• What you will do: Each entry should be restated word for word, with all pictures left out.

• Available data:

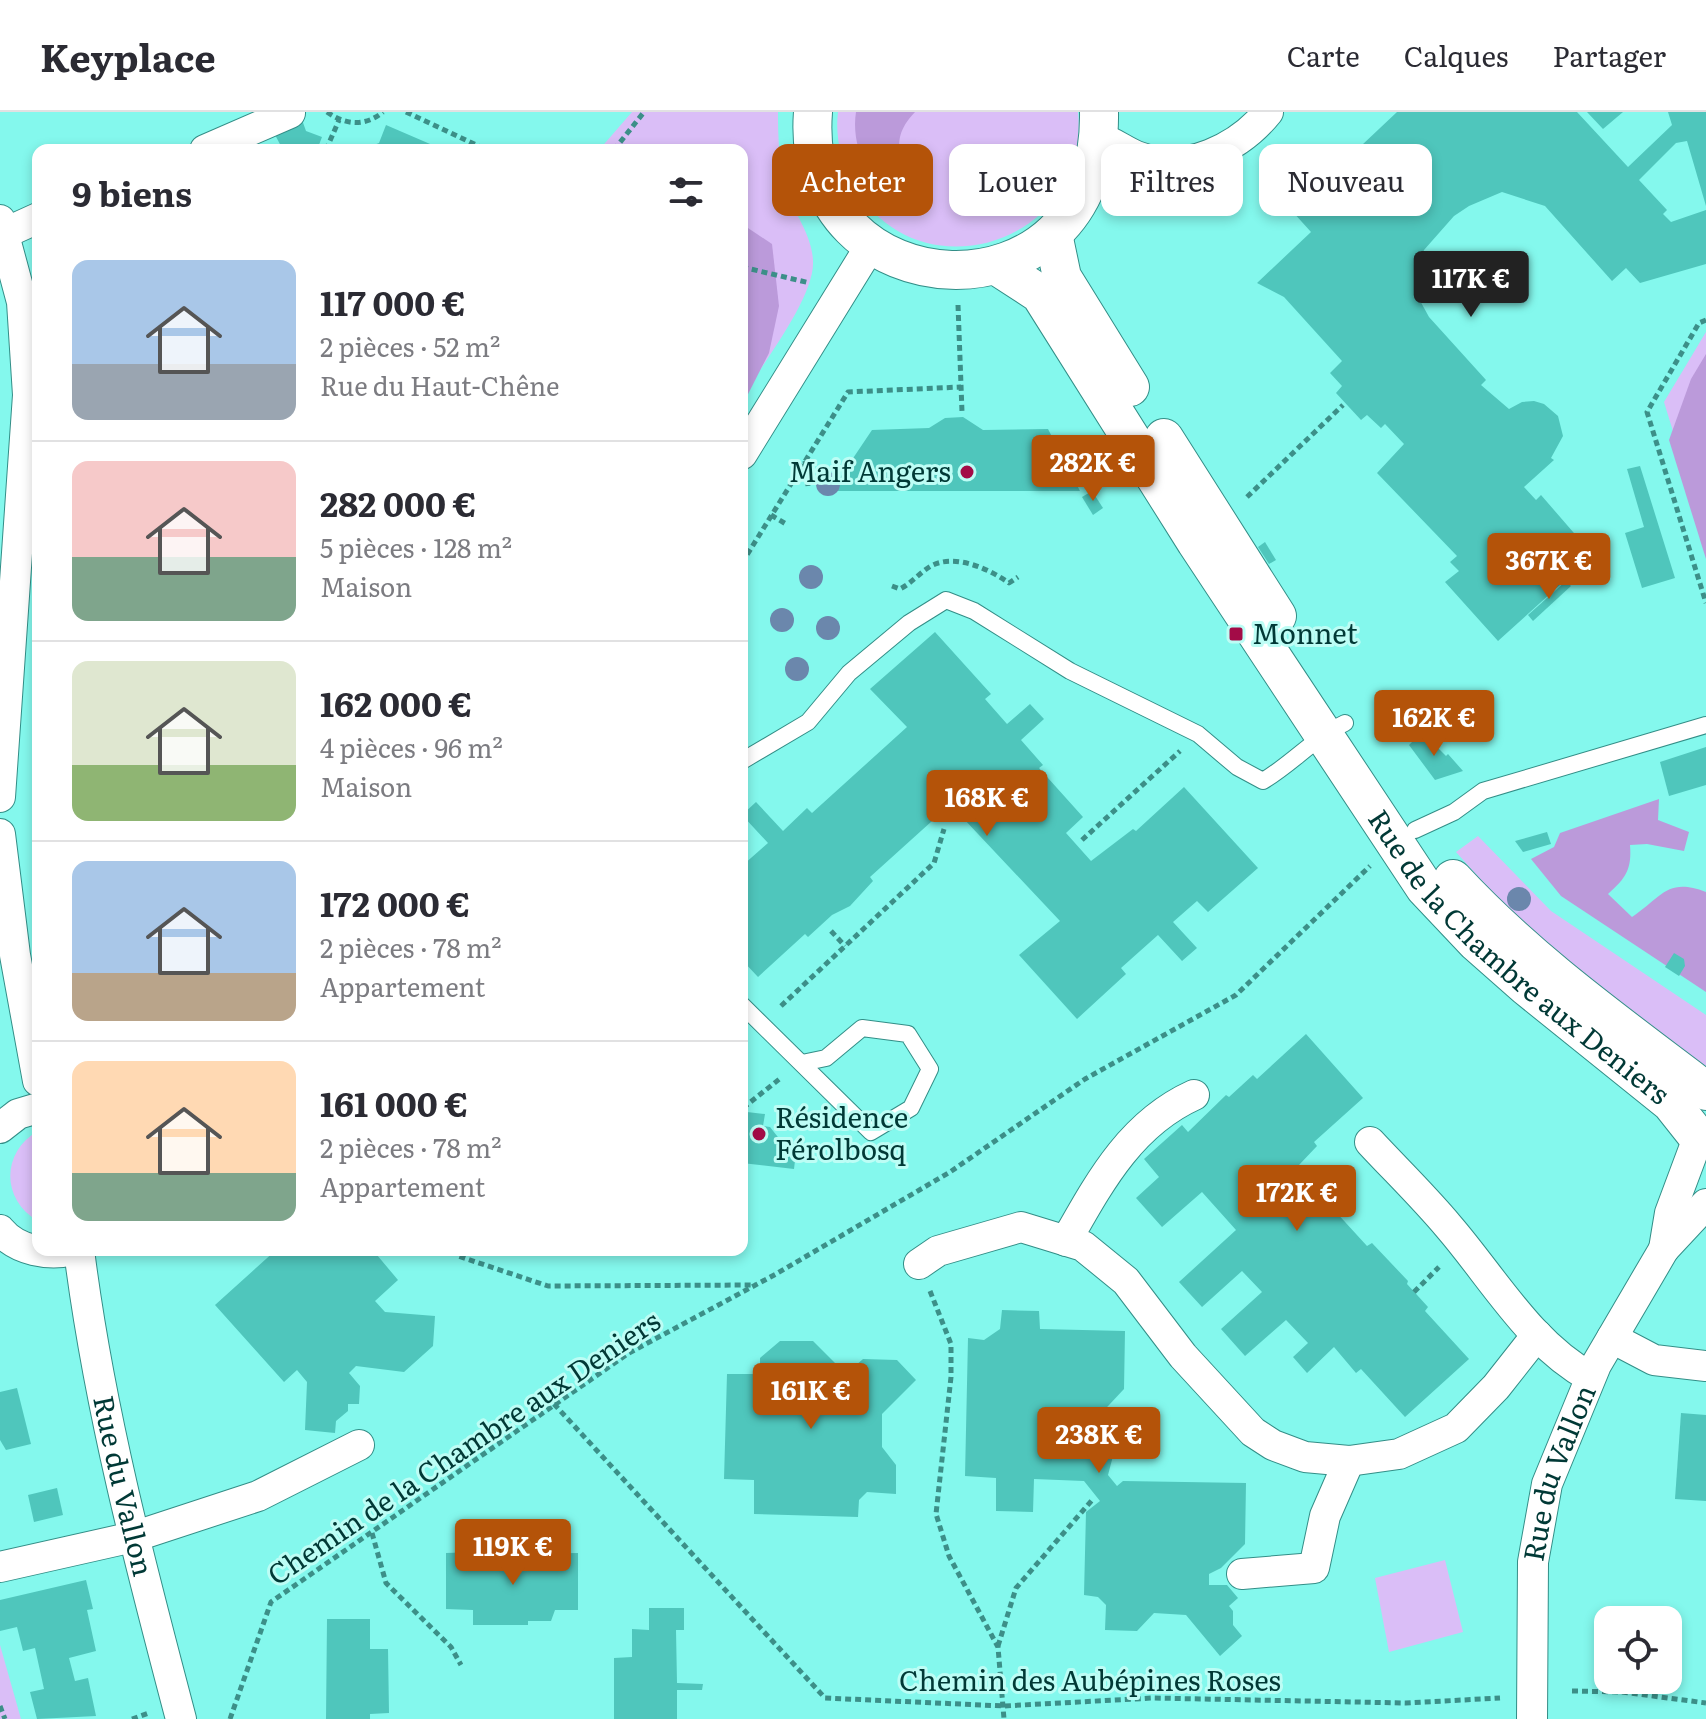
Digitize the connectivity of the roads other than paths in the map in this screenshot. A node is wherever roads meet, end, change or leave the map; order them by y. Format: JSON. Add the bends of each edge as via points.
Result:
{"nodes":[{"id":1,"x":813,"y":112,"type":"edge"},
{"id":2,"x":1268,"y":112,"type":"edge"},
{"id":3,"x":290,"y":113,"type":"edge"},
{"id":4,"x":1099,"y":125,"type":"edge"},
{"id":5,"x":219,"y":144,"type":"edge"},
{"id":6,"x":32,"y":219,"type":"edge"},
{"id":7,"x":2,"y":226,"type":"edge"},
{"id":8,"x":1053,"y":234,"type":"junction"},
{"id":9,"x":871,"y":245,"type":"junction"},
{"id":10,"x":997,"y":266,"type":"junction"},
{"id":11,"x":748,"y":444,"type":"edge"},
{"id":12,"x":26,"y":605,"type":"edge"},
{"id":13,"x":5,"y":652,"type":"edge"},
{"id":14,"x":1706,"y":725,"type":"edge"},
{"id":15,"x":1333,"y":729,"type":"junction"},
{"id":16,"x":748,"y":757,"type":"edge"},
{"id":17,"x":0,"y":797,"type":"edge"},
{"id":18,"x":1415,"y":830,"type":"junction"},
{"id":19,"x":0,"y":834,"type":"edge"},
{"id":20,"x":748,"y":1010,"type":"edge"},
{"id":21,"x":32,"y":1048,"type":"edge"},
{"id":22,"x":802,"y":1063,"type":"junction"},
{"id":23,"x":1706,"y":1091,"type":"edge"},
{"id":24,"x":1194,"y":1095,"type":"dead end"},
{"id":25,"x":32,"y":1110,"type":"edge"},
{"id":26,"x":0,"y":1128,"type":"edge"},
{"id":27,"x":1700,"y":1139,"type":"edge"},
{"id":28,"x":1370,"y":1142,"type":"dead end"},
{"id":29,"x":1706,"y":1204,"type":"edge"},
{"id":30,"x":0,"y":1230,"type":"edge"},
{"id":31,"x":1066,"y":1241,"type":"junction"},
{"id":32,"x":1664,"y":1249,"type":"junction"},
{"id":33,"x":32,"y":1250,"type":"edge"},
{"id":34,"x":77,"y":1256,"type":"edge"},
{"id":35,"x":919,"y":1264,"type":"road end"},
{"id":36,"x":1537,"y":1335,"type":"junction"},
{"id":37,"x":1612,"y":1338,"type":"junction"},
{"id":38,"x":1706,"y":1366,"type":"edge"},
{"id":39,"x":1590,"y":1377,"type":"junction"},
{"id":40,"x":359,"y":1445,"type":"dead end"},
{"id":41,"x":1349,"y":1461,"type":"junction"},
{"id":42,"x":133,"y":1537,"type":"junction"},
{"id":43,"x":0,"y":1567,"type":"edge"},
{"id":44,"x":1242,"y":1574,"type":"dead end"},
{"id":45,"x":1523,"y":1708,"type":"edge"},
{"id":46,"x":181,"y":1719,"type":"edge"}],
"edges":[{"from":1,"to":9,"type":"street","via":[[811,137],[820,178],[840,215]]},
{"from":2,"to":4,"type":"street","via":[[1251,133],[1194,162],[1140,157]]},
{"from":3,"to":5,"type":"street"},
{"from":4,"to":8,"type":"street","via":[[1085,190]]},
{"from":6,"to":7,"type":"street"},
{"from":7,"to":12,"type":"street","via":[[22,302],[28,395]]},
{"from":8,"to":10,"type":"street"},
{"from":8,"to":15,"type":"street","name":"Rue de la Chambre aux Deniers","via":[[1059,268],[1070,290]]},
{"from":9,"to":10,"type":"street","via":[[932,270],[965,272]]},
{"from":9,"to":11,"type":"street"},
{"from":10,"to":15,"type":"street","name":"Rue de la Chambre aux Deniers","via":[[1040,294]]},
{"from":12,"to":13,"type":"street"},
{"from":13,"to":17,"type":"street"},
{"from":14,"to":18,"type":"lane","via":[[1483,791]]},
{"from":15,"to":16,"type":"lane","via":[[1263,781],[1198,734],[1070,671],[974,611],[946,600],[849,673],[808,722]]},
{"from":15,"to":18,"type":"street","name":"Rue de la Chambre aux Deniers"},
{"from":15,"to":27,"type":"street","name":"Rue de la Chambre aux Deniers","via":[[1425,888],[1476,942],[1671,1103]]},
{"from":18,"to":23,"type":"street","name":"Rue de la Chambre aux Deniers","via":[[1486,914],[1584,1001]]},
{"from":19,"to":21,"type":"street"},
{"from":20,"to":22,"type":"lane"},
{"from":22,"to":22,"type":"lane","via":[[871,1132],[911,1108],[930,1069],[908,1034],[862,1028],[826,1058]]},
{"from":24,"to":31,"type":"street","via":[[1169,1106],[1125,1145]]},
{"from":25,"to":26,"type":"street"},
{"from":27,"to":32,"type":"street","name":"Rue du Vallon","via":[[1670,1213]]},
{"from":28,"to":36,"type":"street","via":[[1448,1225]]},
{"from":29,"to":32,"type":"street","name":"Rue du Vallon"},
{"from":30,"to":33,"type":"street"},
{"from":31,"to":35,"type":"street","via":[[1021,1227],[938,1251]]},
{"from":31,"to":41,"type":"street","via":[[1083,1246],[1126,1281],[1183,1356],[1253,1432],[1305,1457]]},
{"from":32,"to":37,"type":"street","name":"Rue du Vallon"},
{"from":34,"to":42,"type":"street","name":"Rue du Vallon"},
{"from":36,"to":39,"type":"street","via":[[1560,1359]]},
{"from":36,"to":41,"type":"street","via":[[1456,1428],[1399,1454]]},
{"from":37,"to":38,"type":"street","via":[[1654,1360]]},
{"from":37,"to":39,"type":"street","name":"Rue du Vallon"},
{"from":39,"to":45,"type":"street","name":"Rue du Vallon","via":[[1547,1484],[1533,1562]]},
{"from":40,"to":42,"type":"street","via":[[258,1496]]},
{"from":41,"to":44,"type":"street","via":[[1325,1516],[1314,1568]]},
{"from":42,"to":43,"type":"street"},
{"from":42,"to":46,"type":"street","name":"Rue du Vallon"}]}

• Result below:
Digitize the connectivity of the roads other than paths in the map in this screenshot. A node is wherever roads meet, end, change or leave the map; order them by y. Format: JSON. Add the bends of each edge as via points.
Result:
{"nodes":[{"id":1,"x":813,"y":112,"type":"edge"},
{"id":2,"x":1268,"y":112,"type":"edge"},
{"id":3,"x":290,"y":113,"type":"edge"},
{"id":4,"x":1099,"y":125,"type":"edge"},
{"id":5,"x":219,"y":144,"type":"edge"},
{"id":6,"x":32,"y":219,"type":"edge"},
{"id":7,"x":2,"y":226,"type":"edge"},
{"id":8,"x":1053,"y":234,"type":"junction"},
{"id":9,"x":871,"y":245,"type":"junction"},
{"id":10,"x":997,"y":266,"type":"junction"},
{"id":11,"x":748,"y":444,"type":"edge"},
{"id":12,"x":26,"y":605,"type":"edge"},
{"id":13,"x":5,"y":652,"type":"edge"},
{"id":14,"x":1706,"y":725,"type":"edge"},
{"id":15,"x":1333,"y":729,"type":"junction"},
{"id":16,"x":748,"y":757,"type":"edge"},
{"id":17,"x":0,"y":797,"type":"edge"},
{"id":18,"x":1415,"y":830,"type":"junction"},
{"id":19,"x":0,"y":834,"type":"edge"},
{"id":20,"x":748,"y":1010,"type":"edge"},
{"id":21,"x":32,"y":1048,"type":"edge"},
{"id":22,"x":802,"y":1063,"type":"junction"},
{"id":23,"x":1706,"y":1091,"type":"edge"},
{"id":24,"x":1194,"y":1095,"type":"dead end"},
{"id":25,"x":32,"y":1110,"type":"edge"},
{"id":26,"x":0,"y":1128,"type":"edge"},
{"id":27,"x":1700,"y":1139,"type":"edge"},
{"id":28,"x":1370,"y":1142,"type":"dead end"},
{"id":29,"x":1706,"y":1204,"type":"edge"},
{"id":30,"x":0,"y":1230,"type":"edge"},
{"id":31,"x":1066,"y":1241,"type":"junction"},
{"id":32,"x":1664,"y":1249,"type":"junction"},
{"id":33,"x":32,"y":1250,"type":"edge"},
{"id":34,"x":77,"y":1256,"type":"edge"},
{"id":35,"x":919,"y":1264,"type":"road end"},
{"id":36,"x":1537,"y":1335,"type":"junction"},
{"id":37,"x":1612,"y":1338,"type":"junction"},
{"id":38,"x":1706,"y":1366,"type":"edge"},
{"id":39,"x":1590,"y":1377,"type":"junction"},
{"id":40,"x":359,"y":1445,"type":"dead end"},
{"id":41,"x":1349,"y":1461,"type":"junction"},
{"id":42,"x":133,"y":1537,"type":"junction"},
{"id":43,"x":0,"y":1567,"type":"edge"},
{"id":44,"x":1242,"y":1574,"type":"dead end"},
{"id":45,"x":1523,"y":1708,"type":"edge"},
{"id":46,"x":181,"y":1719,"type":"edge"}],
"edges":[{"from":1,"to":9,"type":"street","via":[[811,137],[820,178],[840,215]]},
{"from":2,"to":4,"type":"street","via":[[1251,133],[1194,162],[1140,157]]},
{"from":3,"to":5,"type":"street"},
{"from":4,"to":8,"type":"street","via":[[1085,190]]},
{"from":6,"to":7,"type":"street"},
{"from":7,"to":12,"type":"street","via":[[22,302],[28,395]]},
{"from":8,"to":10,"type":"street"},
{"from":8,"to":15,"type":"street","name":"Rue de la Chambre aux Deniers","via":[[1059,268],[1070,290]]},
{"from":9,"to":10,"type":"street","via":[[932,270],[965,272]]},
{"from":9,"to":11,"type":"street"},
{"from":10,"to":15,"type":"street","name":"Rue de la Chambre aux Deniers","via":[[1040,294]]},
{"from":12,"to":13,"type":"street"},
{"from":13,"to":17,"type":"street"},
{"from":14,"to":18,"type":"lane","via":[[1483,791]]},
{"from":15,"to":16,"type":"lane","via":[[1263,781],[1198,734],[1070,671],[974,611],[946,600],[849,673],[808,722]]},
{"from":15,"to":18,"type":"street","name":"Rue de la Chambre aux Deniers"},
{"from":15,"to":27,"type":"street","name":"Rue de la Chambre aux Deniers","via":[[1425,888],[1476,942],[1671,1103]]},
{"from":18,"to":23,"type":"street","name":"Rue de la Chambre aux Deniers","via":[[1486,914],[1584,1001]]},
{"from":19,"to":21,"type":"street"},
{"from":20,"to":22,"type":"lane"},
{"from":22,"to":22,"type":"lane","via":[[871,1132],[911,1108],[930,1069],[908,1034],[862,1028],[826,1058]]},
{"from":24,"to":31,"type":"street","via":[[1169,1106],[1125,1145]]},
{"from":25,"to":26,"type":"street"},
{"from":27,"to":32,"type":"street","name":"Rue du Vallon","via":[[1670,1213]]},
{"from":28,"to":36,"type":"street","via":[[1448,1225]]},
{"from":29,"to":32,"type":"street","name":"Rue du Vallon"},
{"from":30,"to":33,"type":"street"},
{"from":31,"to":35,"type":"street","via":[[1021,1227],[938,1251]]},
{"from":31,"to":41,"type":"street","via":[[1083,1246],[1126,1281],[1183,1356],[1253,1432],[1305,1457]]},
{"from":32,"to":37,"type":"street","name":"Rue du Vallon"},
{"from":34,"to":42,"type":"street","name":"Rue du Vallon"},
{"from":36,"to":39,"type":"street","via":[[1560,1359]]},
{"from":36,"to":41,"type":"street","via":[[1456,1428],[1399,1454]]},
{"from":37,"to":38,"type":"street","via":[[1654,1360]]},
{"from":37,"to":39,"type":"street","name":"Rue du Vallon"},
{"from":39,"to":45,"type":"street","name":"Rue du Vallon","via":[[1547,1484],[1533,1562]]},
{"from":40,"to":42,"type":"street","via":[[258,1496]]},
{"from":41,"to":44,"type":"street","via":[[1325,1516],[1314,1568]]},
{"from":42,"to":43,"type":"street"},
{"from":42,"to":46,"type":"street","name":"Rue du Vallon"}]}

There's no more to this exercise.